It's all too complicated.  I'm going to the bank on Saturday, get my cashier's check, and will mail it off and be done with it. I've already spent too much time trying to make it easier for myself.


----------



## Andy (Jul 16, 2003)

sergiok said:


> Why not pay it off via the Ultimate Pay option through the owners circle?


Payoffs can not be done via UltimatePay on the Owners' Circle. The payment limit for an UltimatePay is like $5k or something.

Alee, congratulation on paying off your car, I'm sure that's a great feeling. :thumbup:


----------



## alee (Dec 19, 2001)

Andy said:


> Alee, congratulation on paying off your car, I'm sure that's a great feeling. :thumbup:


Thanks.  It'll feel much better after I have the check in hand and mail that sucker off.  Merry Christmas to me. :thumbup:


----------



## elbert (Mar 28, 2002)

alee said:


> It's all too complicated.  I'm going to the bank on Saturday, get my cashier's check, and will mail it off and be done with it.
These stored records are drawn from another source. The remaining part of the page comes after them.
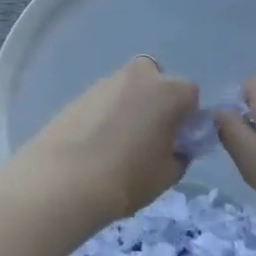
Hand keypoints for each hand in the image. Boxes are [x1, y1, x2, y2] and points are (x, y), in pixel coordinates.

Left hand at [10, 58, 198, 219]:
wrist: (65, 179)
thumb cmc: (128, 177)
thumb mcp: (168, 174)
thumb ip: (180, 154)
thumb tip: (175, 147)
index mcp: (169, 91)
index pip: (190, 95)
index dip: (186, 118)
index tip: (177, 141)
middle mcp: (139, 76)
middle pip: (157, 82)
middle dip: (157, 102)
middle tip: (149, 137)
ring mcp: (106, 82)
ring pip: (128, 90)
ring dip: (129, 107)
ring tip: (118, 145)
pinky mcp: (79, 94)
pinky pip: (104, 101)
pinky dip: (105, 115)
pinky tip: (96, 144)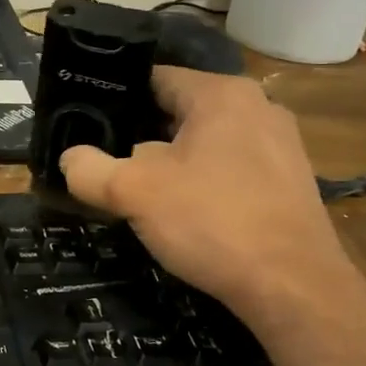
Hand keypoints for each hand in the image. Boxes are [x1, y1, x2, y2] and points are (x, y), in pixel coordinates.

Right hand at [57, 68, 364, 331]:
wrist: (294, 286)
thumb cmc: (211, 221)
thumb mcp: (132, 192)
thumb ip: (90, 169)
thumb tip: (71, 159)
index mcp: (220, 94)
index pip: (154, 78)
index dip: (115, 99)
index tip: (87, 124)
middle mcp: (257, 106)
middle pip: (180, 110)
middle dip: (143, 135)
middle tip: (110, 162)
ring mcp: (281, 143)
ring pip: (207, 140)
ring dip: (175, 161)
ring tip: (145, 191)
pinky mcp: (291, 180)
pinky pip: (233, 166)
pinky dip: (207, 181)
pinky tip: (190, 213)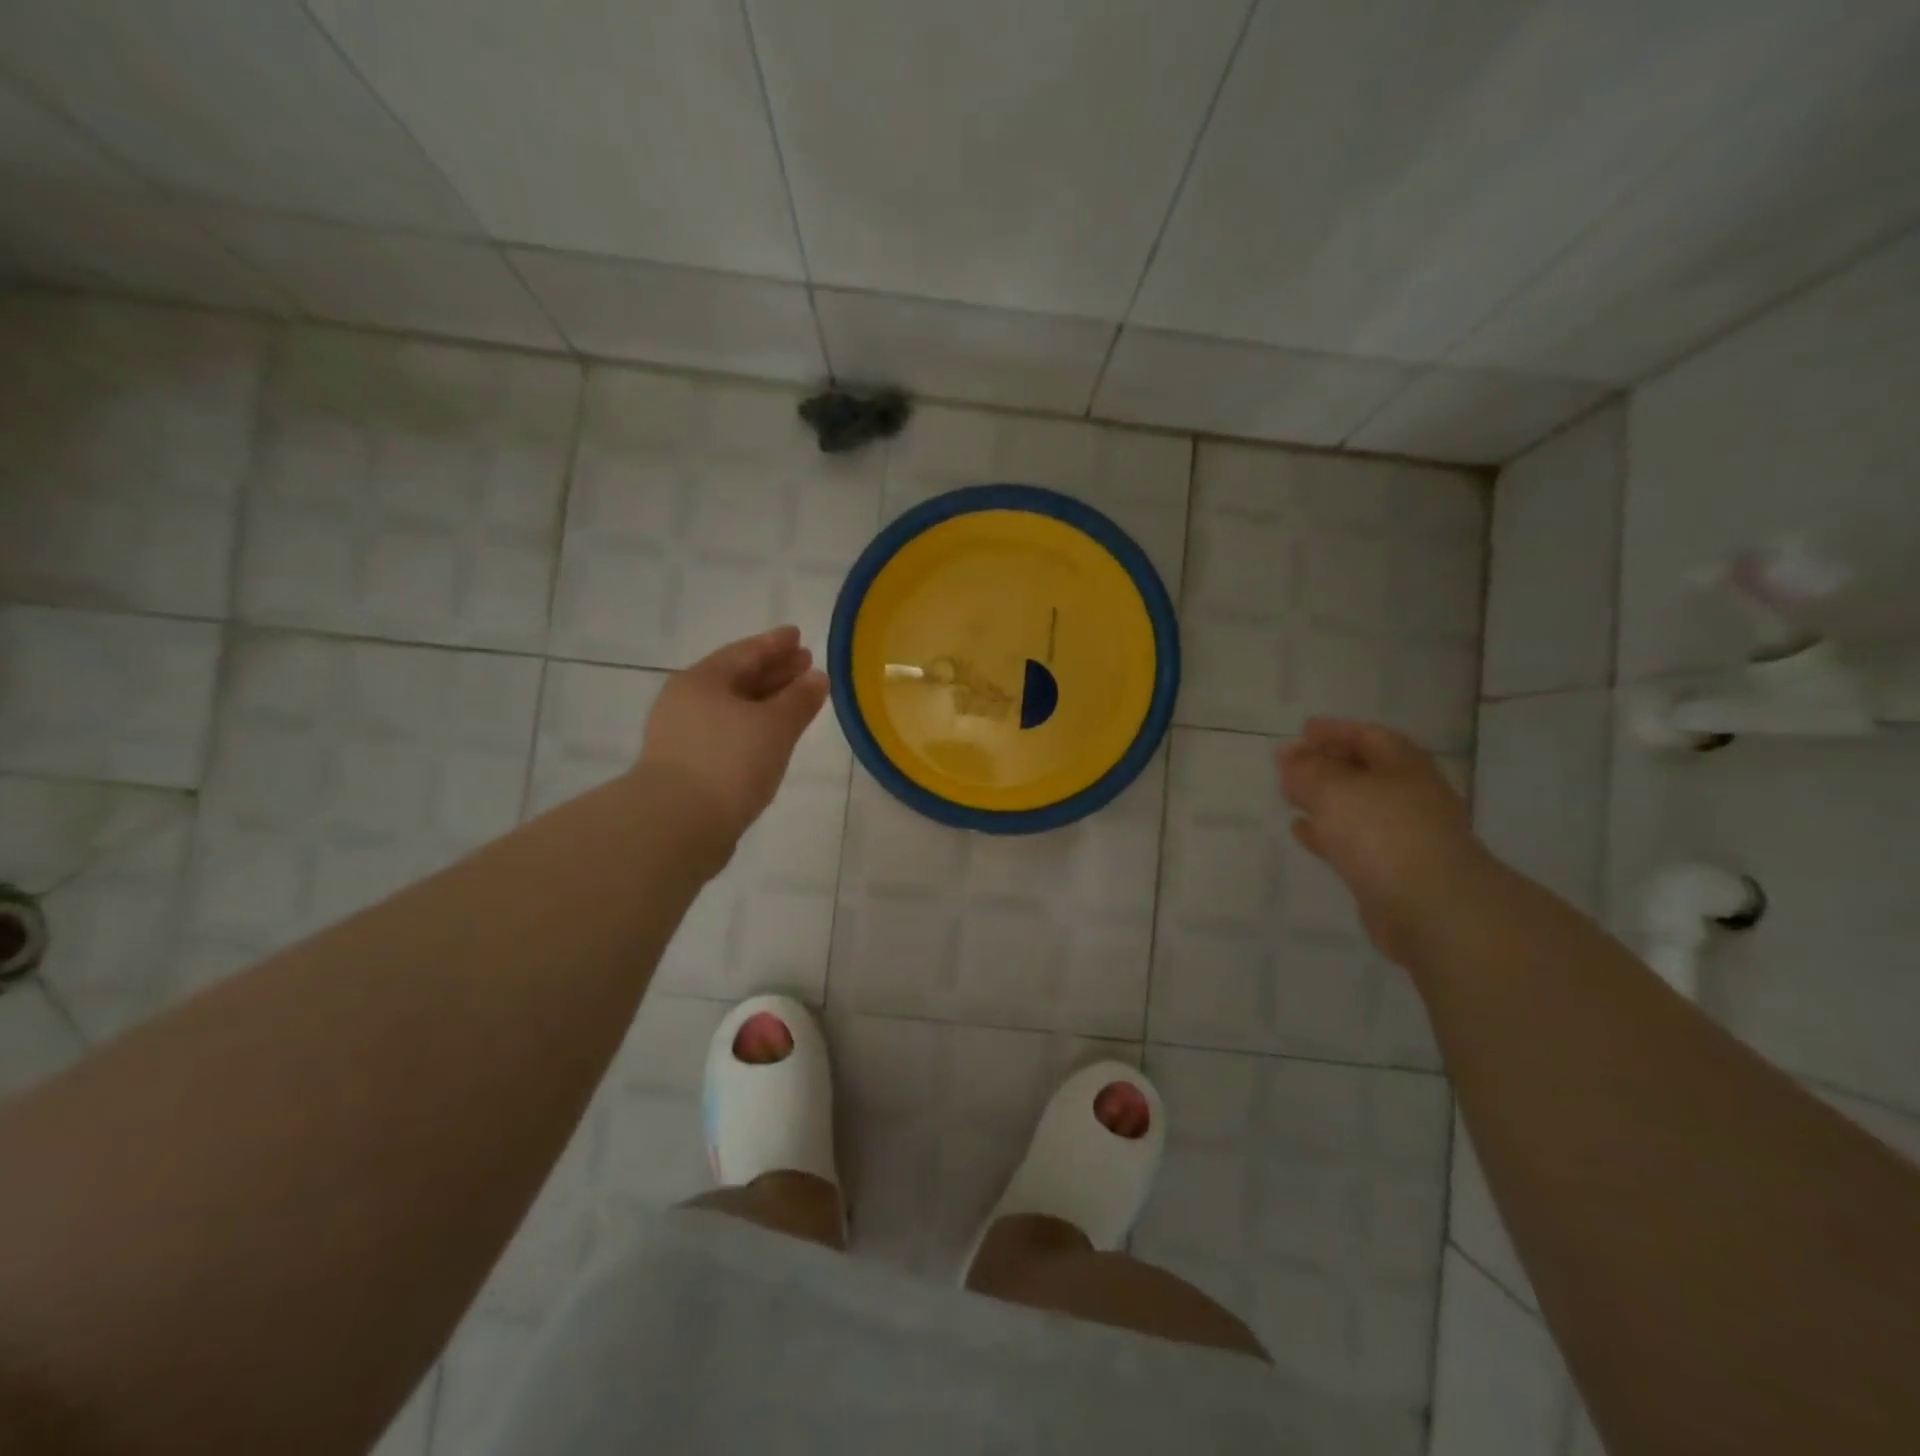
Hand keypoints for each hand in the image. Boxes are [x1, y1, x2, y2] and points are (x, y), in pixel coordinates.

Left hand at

I've already spent too much time trying to make it easier for myself.


Yes. One thing I've learned is don't complicate things because it will take a lot longer to fix whatever got screwed up. Be done with it and forget it.

PS BMWFS has been more than helpful, unlike those bastards at BMWNA. The latter could learn something about customer service from the former.


----------